8. The suturing instrument of claim 7, wherein the flexible robotic endoscope is releasably coupled to a robotic support via a second instrument driving mechanism.
9. The suturing instrument of claim 8, wherein the articulable bending section is actuated by the second instrument driving mechanism.
10. The suturing instrument of claim 1, wherein the needle is rolled into the desired orientation by an angle.
11. The suturing instrument of claim 10, wherein a range of the angle is determined based on a translational travel distance between the first draw and the second draw.
12. A robotic endoluminal suturing instrument comprising:
a flexible shaft comprising an articulatable bending section, wherein an articulating motion of the articulatable bending section is driven by a first pull wire;
a needle driver located at a distal end of the bending section, wherein the needle driver comprises a first jaw driven by a second pull wire to have a translatable movement relative to a second jaw thereby rolling a needle grasped by the first jaw and the second jaw into a desired orientation; and
a handle configured to releasably couple the robotic endoluminal suturing instrument to an instrument driving mechanism, wherein the instrument driving mechanism actuates the first pull wire and the second pull wire.
13. The robotic endoluminal suturing instrument of claim 12, wherein the handle is releasably coupled to a robotic support via a first instrument driving mechanism.
14. The robotic endoluminal suturing instrument of claim 12, wherein the first draw or the second draw is driven to open or close by a third pull wire that is extended through the flexible shaft.
15. The robotic endoluminal suturing instrument of claim 12, wherein the robotic endoluminal suturing instrument is inserted through a working channel of a flexible robotic endoscope.

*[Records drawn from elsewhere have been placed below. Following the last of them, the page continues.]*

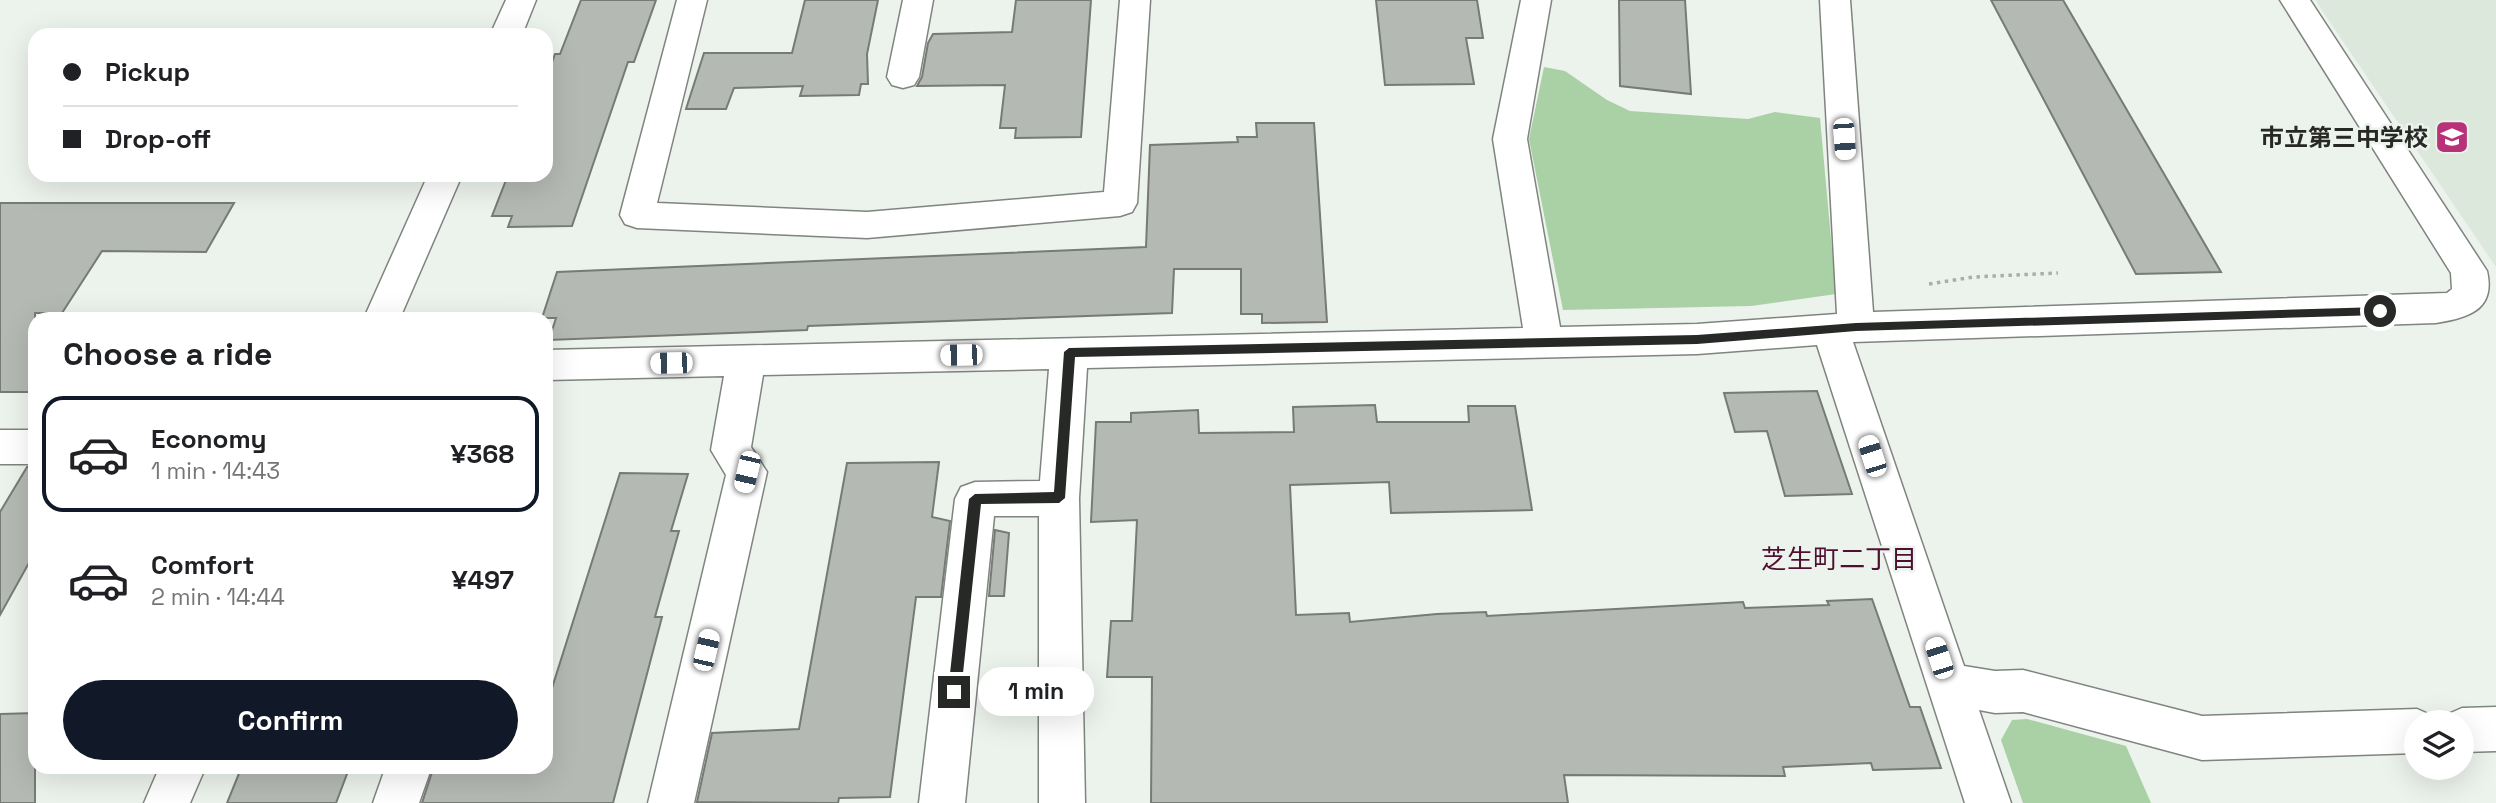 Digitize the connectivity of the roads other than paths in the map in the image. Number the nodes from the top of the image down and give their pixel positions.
1 (521, 0) edge
2 (692, 0) edge
3 (918, 0) edge
4 (1135, 0) edge
5 (1536, 0) edge
6 (1835, 0) edge
7 (2295, 0) edge
8 (509, 28) edge
9 (903, 78) dead end
10 (442, 182) edge
11 (385, 312) edge
12 (1843, 328) junction
13 (1544, 344) junction
14 (1069, 352) junction
15 (746, 361) junction
16 (553, 365) edge
17 (0, 447) edge
18 (28, 447) edge
19 (1059, 498) junction
20 (1948, 684) junction
21 (2496, 729) edge
22 (2474, 730) edge
23 (2404, 731) edge
24 (180, 774) edge
25 (406, 774) edge
26 (167, 803) edge
27 (396, 803) edge
28 (671, 803) edge
29 (942, 803) edge
30 (1062, 803) edge
31 (1988, 803) edge

1 - 8 street
2 - 4 street
3 - 9 street
5 - 13 street
6 - 12 street
7 - 12 street
10 - 11 street
12 - 13 street
12 - 20 street
13 - 14 street
14 - 15 street
14 - 19 street
15 - 16 street
15 - 28 street
17 - 18 street
19 - 29 street
19 - 30 street
20 - 23 street
20 - 31 street
21 - 22 street
24 - 26 street
25 - 27 street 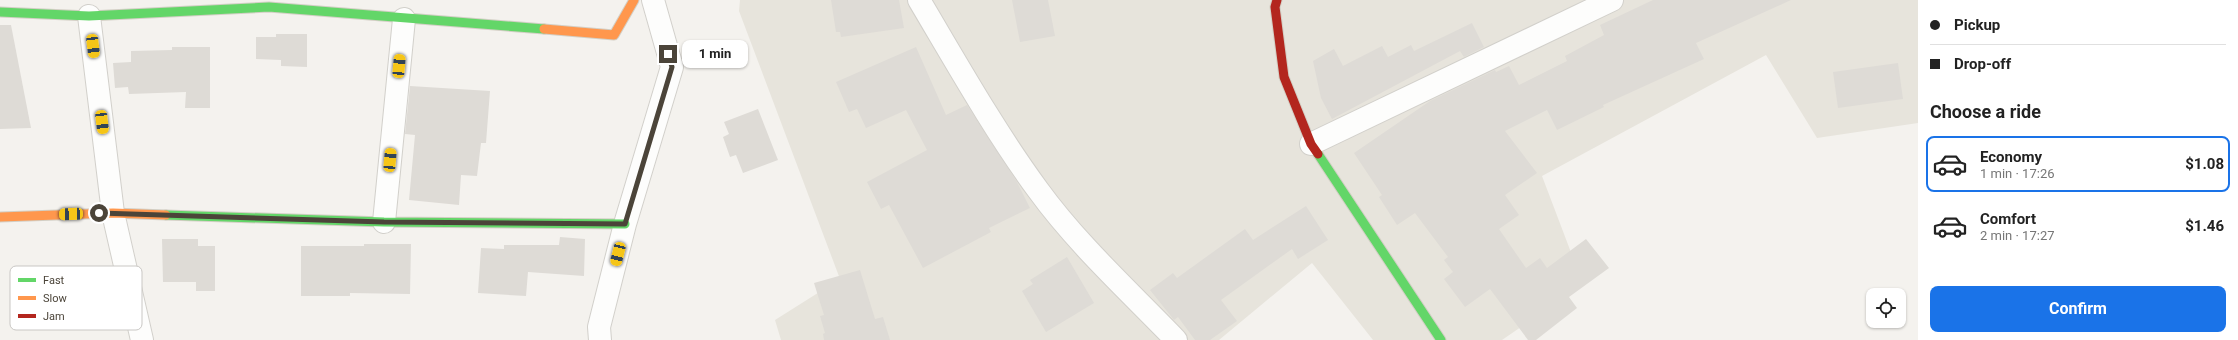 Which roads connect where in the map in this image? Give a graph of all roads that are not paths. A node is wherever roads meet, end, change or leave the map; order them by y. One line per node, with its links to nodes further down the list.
1 (634, 0): 8 (street)
2 (653, 0): 13 (street)
3 (919, 0): 18 (street)
4 (1277, 0): 9 (street)
5 (1612, 0): 9 (street)
6 (0, 12): 7 (street)
7 (89, 16): 8 (street); 10 (street)
8 (404, 19): 12 (street)
9 (1312, 144): 19 (street)
10 (114, 213): 11 (street); 12 (street); 14 (street)
11 (0, 217)
12 (384, 222): 13 (street)
13 (625, 224): 17 (street)
14 (126, 266)
15 (140, 330): 16 (street)
16 (142, 340)
17 (600, 340)
18 (1176, 340)
19 (1441, 340) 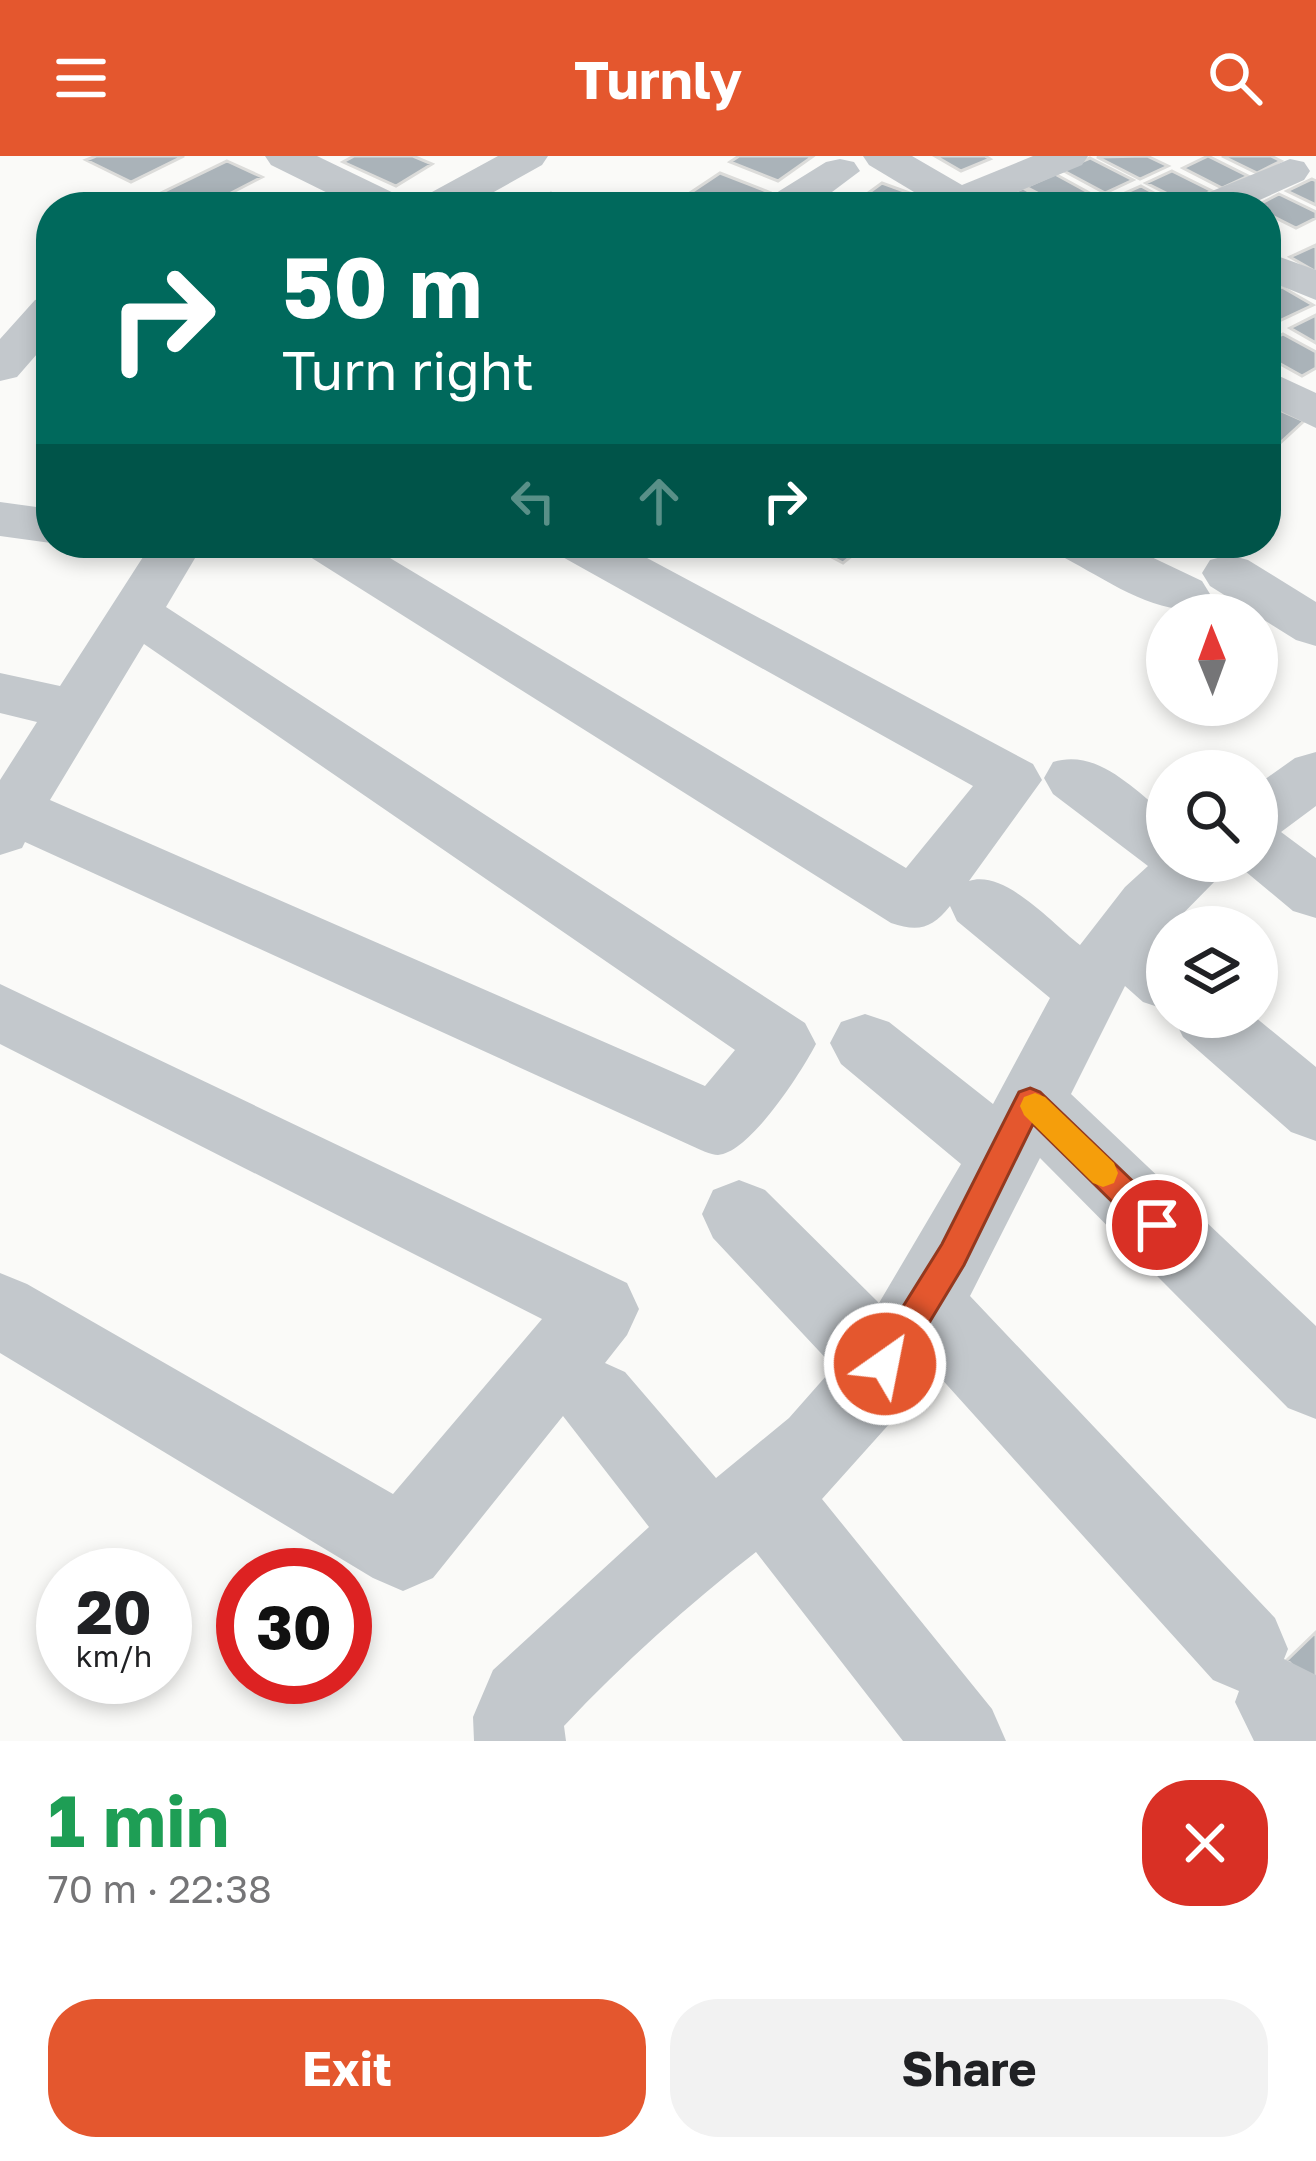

16. The robotic endoluminal suturing instrument of claim 15, wherein the flexible robotic endoscope comprises an articulable bending section.
17. The robotic endoluminal suturing instrument of claim 16, wherein the flexible robotic endoscope is releasably coupled to a robotic support via a second instrument driving mechanism.
18. The robotic endoluminal suturing instrument of claim 17, wherein the articulable bending section is actuated by the second instrument driving mechanism.
19. The robotic endoluminal suturing instrument of claim 12, wherein the needle is rolled into the desired orientation by an angle.
20. The robotic endoluminal suturing instrument of claim 19, wherein a range of the angle is determined based on a translational travel distance between the first draw and the second draw.